Google se détermine de la fausse alerte sismique à Cuba : Que s'est-il vraiment passé ?

Illustration recréée à partir de l'alerte de tremblement de terre reçue sur les téléphones mobiles à Cuba, qui a suscité l'inquiétude parmi de nombreux citoyens.Foto © CiberCuba / ChatGPT

Google a écarté ce jeudi toute responsabilité dans la fausse alerte sismique qui a semé la panique dans plusieurs provinces cubaines le mardi 18 août.

En déclarations pour Martí Noticias, un porte-parole de l'entreprise a déclaré : « Ces affirmations sont incorrectes. Le Système d'Alerte aux Tremblements de Terre d'Android n'a détecté aucun tremblement de terre ni envoyé d'alertes à Cuba ».

La réponse déconstruit la version diffusée par les médias officiels du régime, parmi lesquels Cubadebate, qui ont pointé dès le début vers un presumé dysfonctionnement du système de détection sismique de Google pour Android.

Le démenti de Google renforce les soupçons concernant ETECSA, le monopole d'État des télécommunications et unique opérateur de la réseau cellulaire dans le pays.

Une source qui a demandé à protéger son identité par crainte de représailles, et qui affirme occuper un poste de haute direction chez ETECSA, a révélé à Martí Noticias que l'alerte a été déclenchée lors d'un test interne réalisé au Centre Technologique de 19 et B, à El Vedado, La Havane.

Selon cette version, l'essai devait se limiter à un environnement contrôlé, mais les techniciens ont perdu le contrôle de son étendue. « Il a été initialement prévu qu'il se déroulât dans un environnement de tests, mais cela a échappé aux spécialistes du Core Network impliqués », a déclaré la source.

La même personne a affirmé qu'après l'incident, des membres de la Sécurité de l'État se sont rendus au centre technologique et sont restés réunis avec des fonctionnaires d'ETECSA jusqu'à la nuit. Apparemment, il a été ordonné de supprimer de plusieurs groupes internes de WhatsApp les messages liés à ce qui s'était passé.

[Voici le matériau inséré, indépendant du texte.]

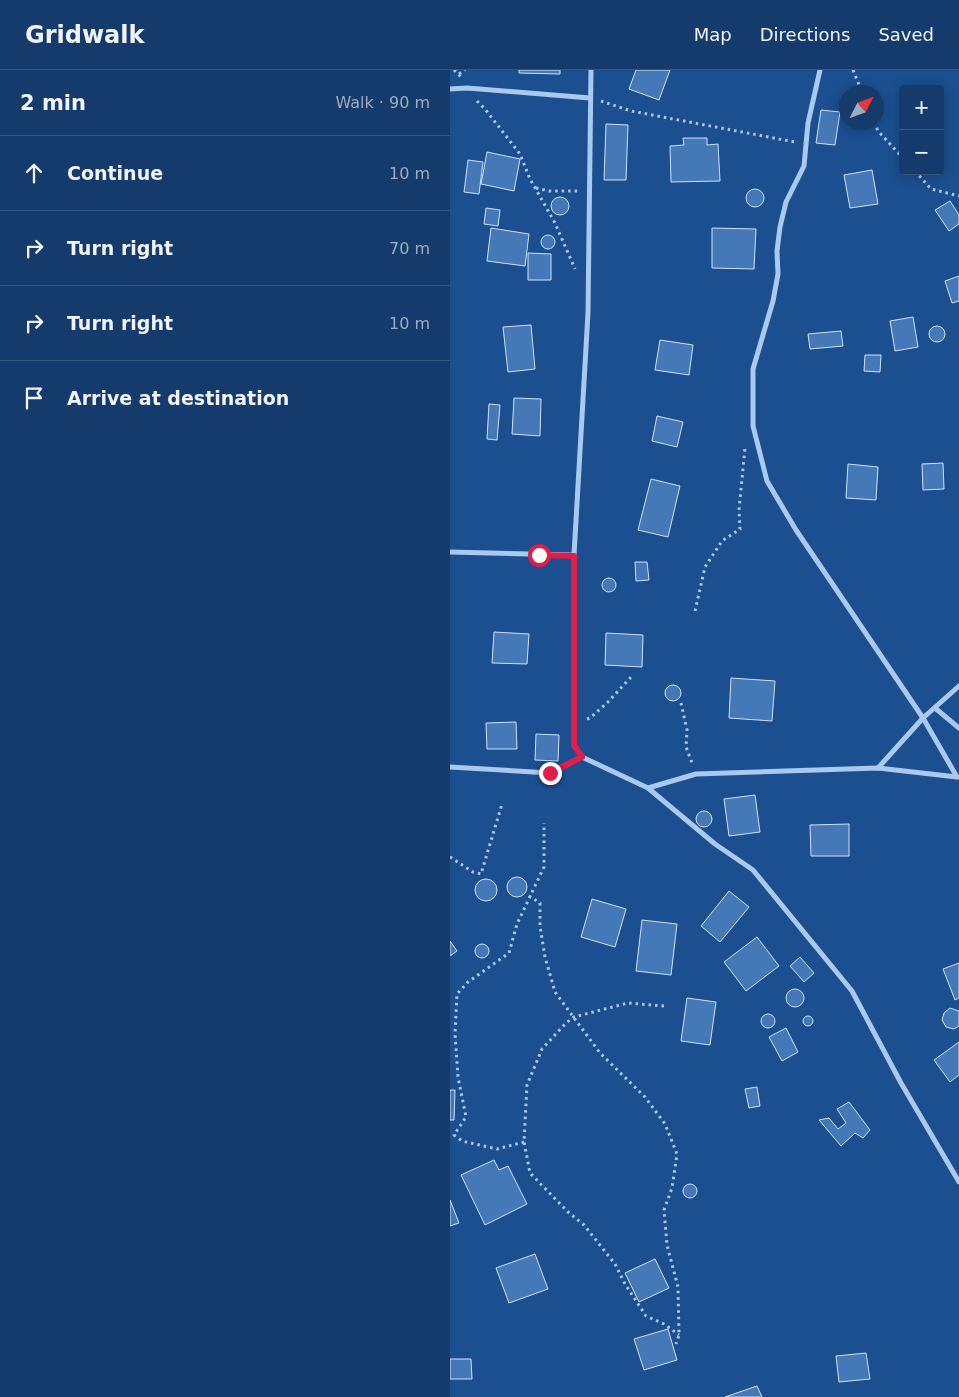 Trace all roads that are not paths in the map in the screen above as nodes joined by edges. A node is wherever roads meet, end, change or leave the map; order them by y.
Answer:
1 (591, 70) edge
2 (820, 70) edge
3 (450, 89) edge
4 (590, 98) junction
5 (450, 552) edge
6 (574, 556) junction
7 (959, 686) edge
8 (935, 708) junction
9 (923, 718) junction
10 (959, 728) edge
11 (582, 757) junction
12 (450, 767) edge
13 (878, 768) junction
14 (648, 788) junction
15 (959, 1182) edge

1 - 4 street
2 - 9 street
3 - 4 street
4 - 6 street
5 - 6 street
6 - 11 street
7 - 8 street
8 - 9 street
8 - 10 street
9 - 13 street
9 - 13 street
11 - 12 street
11 - 14 street
13 - 14 street
14 - 15 street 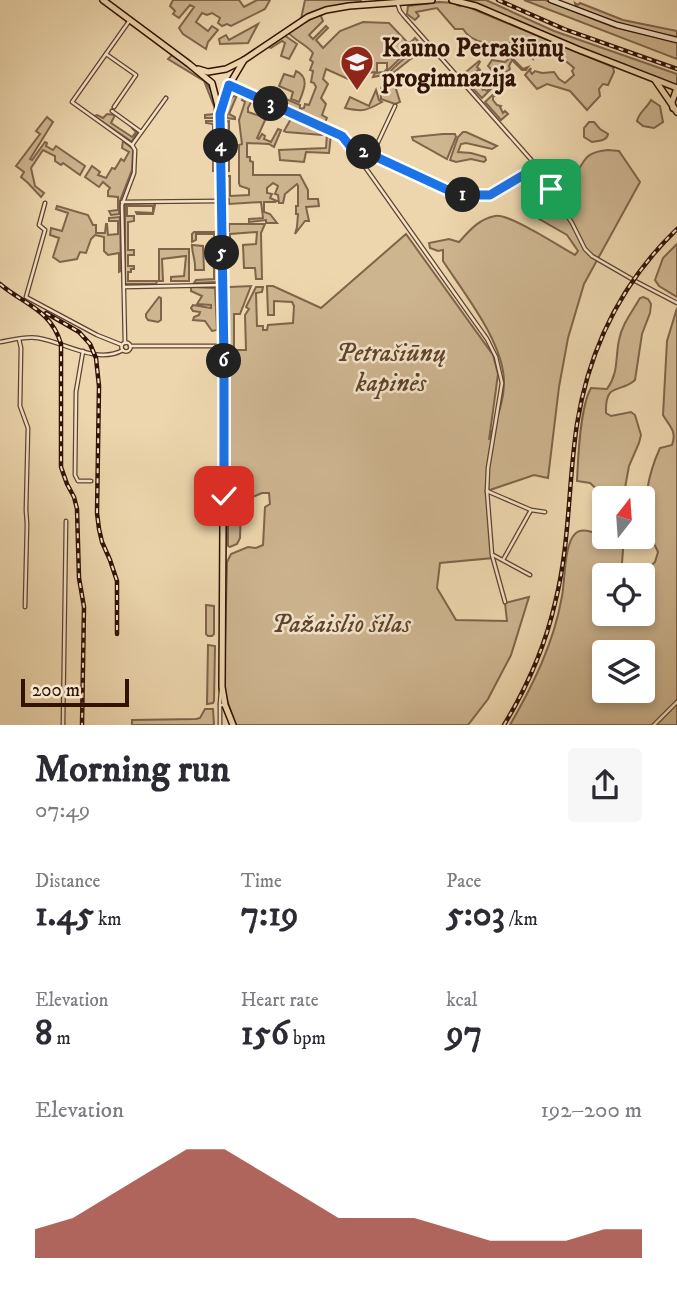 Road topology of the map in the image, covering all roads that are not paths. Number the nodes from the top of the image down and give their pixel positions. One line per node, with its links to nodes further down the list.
1 (103, 0): 6 (main road)
2 (432, 0): 5 (main road)
3 (452, 0): 12 (main road)
4 (551, 0): 7 (main road)
5 (397, 2): 9 (main road); 23 (street)
6 (131, 20): 8 (street); 10 (main road)
7 (677, 40)
8 (106, 54): 19 (street); 20 (street)
9 (244, 60): 11 (main road); 14 (main road)
10 (189, 64): 11 (main road); 13 (main road)
11 (219, 71): 13 (main road); 14 (main road)
12 (652, 78): 17 (main road); 17 (main road)
13 (212, 85): 14 (main road); 18 (main road)
14 (229, 85): 18 (main road); 21 (street)
15 (166, 98): 19 (street)
16 (395, 106): 22 (street)
17 (675, 110)
18 (220, 114): 24 (main road)
19 (141, 132): 20 (street)
20 (132, 145): 25 (street)
21 (354, 151): 22 (street); 38 (street)
22 (372, 155): 23 (street)
23 (537, 167): 29 (street)
24 (222, 201): 25 (street); 27 (main road)
25 (122, 202): 28 (street)
26 (46, 203): 32 (street)
27 (223, 285): 28 (street); 34 (main road)
28 (124, 287): 32 (street)
29 (677, 303)
30 (19, 339): 31 (street); 36 (street); 46 (street)
31 (0, 342)
32 (123, 344): 33 (street); 35 (street)
33 (130, 346): 34 (street); 35 (street)
34 (224, 346): 48 (main road)
35 (123, 350): 36 (street)
36 (83, 351): 37 (street)
37 (91, 481)
38 (487, 491): 39 (street); 42 (street)
39 (531, 510): 40 (street); 43 (street)
40 (545, 512)
41 (66, 520): 49 (street)
42 (492, 555): 43 (street); 45 (street)
43 (503, 560): 44 (street)
44 (530, 575)
45 (505, 602)
46 (25, 607)
47 (677, 702): 52 (street)
48 (223, 705): 50 (street); 51 (main road)
49 (63, 725)
50 (220, 725)
51 (233, 725)
52 (654, 725)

Martí Noticias a précisé qu'il n'a pas pu vérifier de manière indépendante ces dernières affirmations, et que deux dirigeants d'ETECSA désignés comme responsables de l'essai ont refusé de répondre aux appels téléphoniques.

La communauté des passionnés de télécommunications Cell Mapper Cubano a publié sur X une capture de l'historique des alertes d'un appareil Android montrant un « Message de test de l'ETWS » reçu à 15h04 mardi, suivi exactement une minute après par l'« Alerte de tremblement de terre » recommandant de chercher un abri.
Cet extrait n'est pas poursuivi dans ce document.